■ Work task:
Omit every picture while repeating the entries exactly.

■ Data for the task:
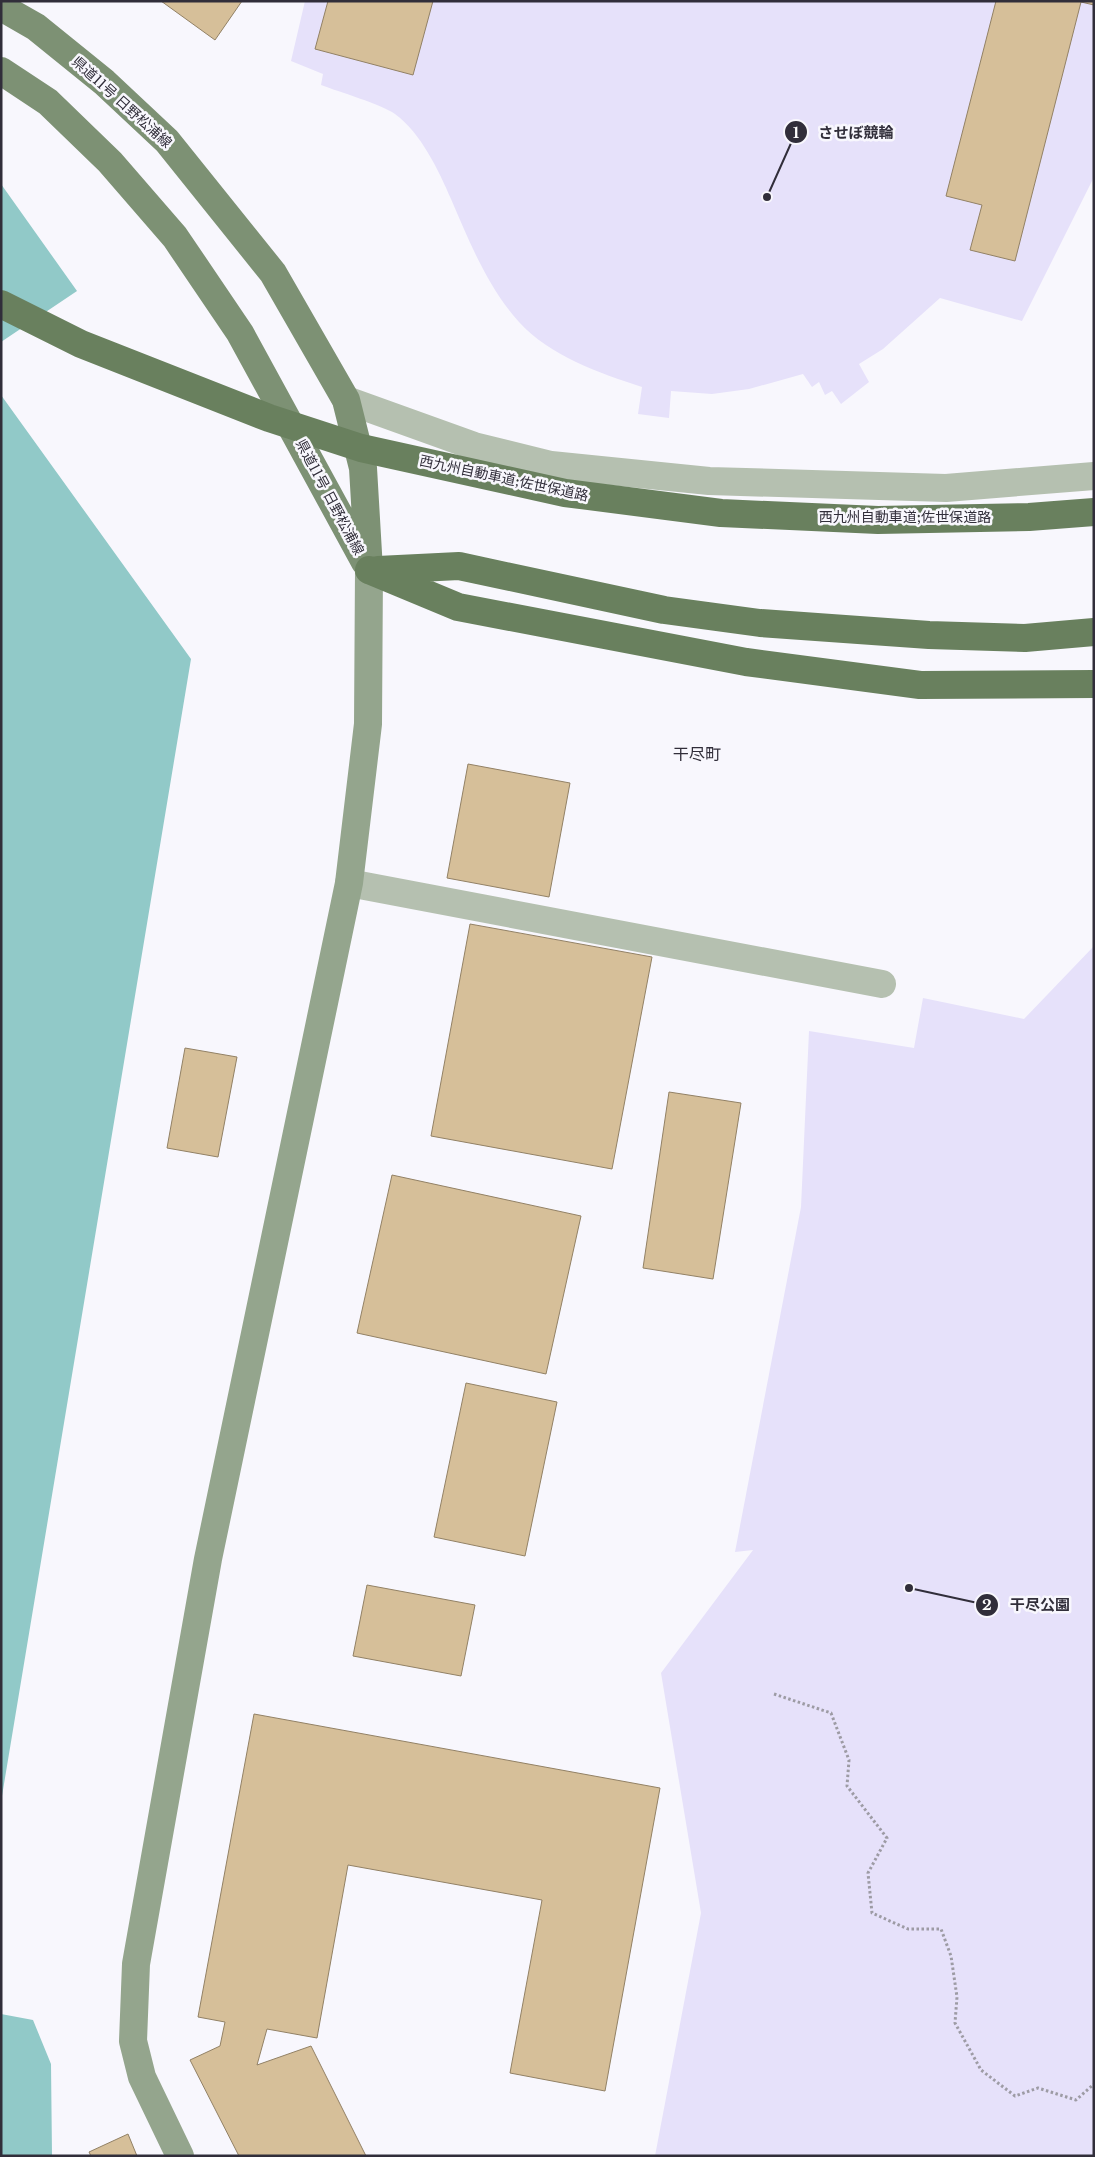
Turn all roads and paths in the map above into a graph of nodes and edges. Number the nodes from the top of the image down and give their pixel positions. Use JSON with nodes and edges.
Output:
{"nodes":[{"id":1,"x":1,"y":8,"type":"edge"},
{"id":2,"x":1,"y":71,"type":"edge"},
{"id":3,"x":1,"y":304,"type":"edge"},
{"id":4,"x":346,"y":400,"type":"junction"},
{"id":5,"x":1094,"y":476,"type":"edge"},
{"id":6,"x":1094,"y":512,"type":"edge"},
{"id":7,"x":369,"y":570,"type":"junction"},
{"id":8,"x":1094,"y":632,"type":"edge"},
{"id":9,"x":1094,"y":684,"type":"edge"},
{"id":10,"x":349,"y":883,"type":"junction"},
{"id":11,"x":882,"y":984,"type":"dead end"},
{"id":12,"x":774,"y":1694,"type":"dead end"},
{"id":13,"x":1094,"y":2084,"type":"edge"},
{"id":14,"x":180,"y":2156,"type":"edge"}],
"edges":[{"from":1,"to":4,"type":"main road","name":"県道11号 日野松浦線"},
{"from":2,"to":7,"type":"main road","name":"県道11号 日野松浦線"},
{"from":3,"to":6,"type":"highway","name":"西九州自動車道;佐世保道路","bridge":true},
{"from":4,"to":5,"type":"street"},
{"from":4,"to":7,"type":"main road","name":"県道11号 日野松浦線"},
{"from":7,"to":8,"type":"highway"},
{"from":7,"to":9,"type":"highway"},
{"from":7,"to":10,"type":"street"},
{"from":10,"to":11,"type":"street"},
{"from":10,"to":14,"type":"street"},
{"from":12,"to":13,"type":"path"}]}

■ Answer to this problem:
Turn all roads and paths in the map above into a graph of nodes and edges. Number the nodes from the top of the image down and give their pixel positions. Use JSON with nodes and edges.
Output:
{"nodes":[{"id":1,"x":1,"y":8,"type":"edge"},
{"id":2,"x":1,"y":71,"type":"edge"},
{"id":3,"x":1,"y":304,"type":"edge"},
{"id":4,"x":346,"y":400,"type":"junction"},
{"id":5,"x":1094,"y":476,"type":"edge"},
{"id":6,"x":1094,"y":512,"type":"edge"},
{"id":7,"x":369,"y":570,"type":"junction"},
{"id":8,"x":1094,"y":632,"type":"edge"},
{"id":9,"x":1094,"y":684,"type":"edge"},
{"id":10,"x":349,"y":883,"type":"junction"},
{"id":11,"x":882,"y":984,"type":"dead end"},
{"id":12,"x":774,"y":1694,"type":"dead end"},
{"id":13,"x":1094,"y":2084,"type":"edge"},
{"id":14,"x":180,"y":2156,"type":"edge"}],
"edges":[{"from":1,"to":4,"type":"main road","name":"県道11号 日野松浦線"},
{"from":2,"to":7,"type":"main road","name":"県道11号 日野松浦線"},
{"from":3,"to":6,"type":"highway","name":"西九州自動車道;佐世保道路","bridge":true},
{"from":4,"to":5,"type":"street"},
{"from":4,"to":7,"type":"main road","name":"県道11号 日野松浦線"},
{"from":7,"to":8,"type":"highway"},
{"from":7,"to":9,"type":"highway"},
{"from":7,"to":10,"type":"street"},
{"from":10,"to":11,"type":"street"},
{"from":10,"to":14,"type":"street"},
{"from":12,"to":13,"type":"path"}]}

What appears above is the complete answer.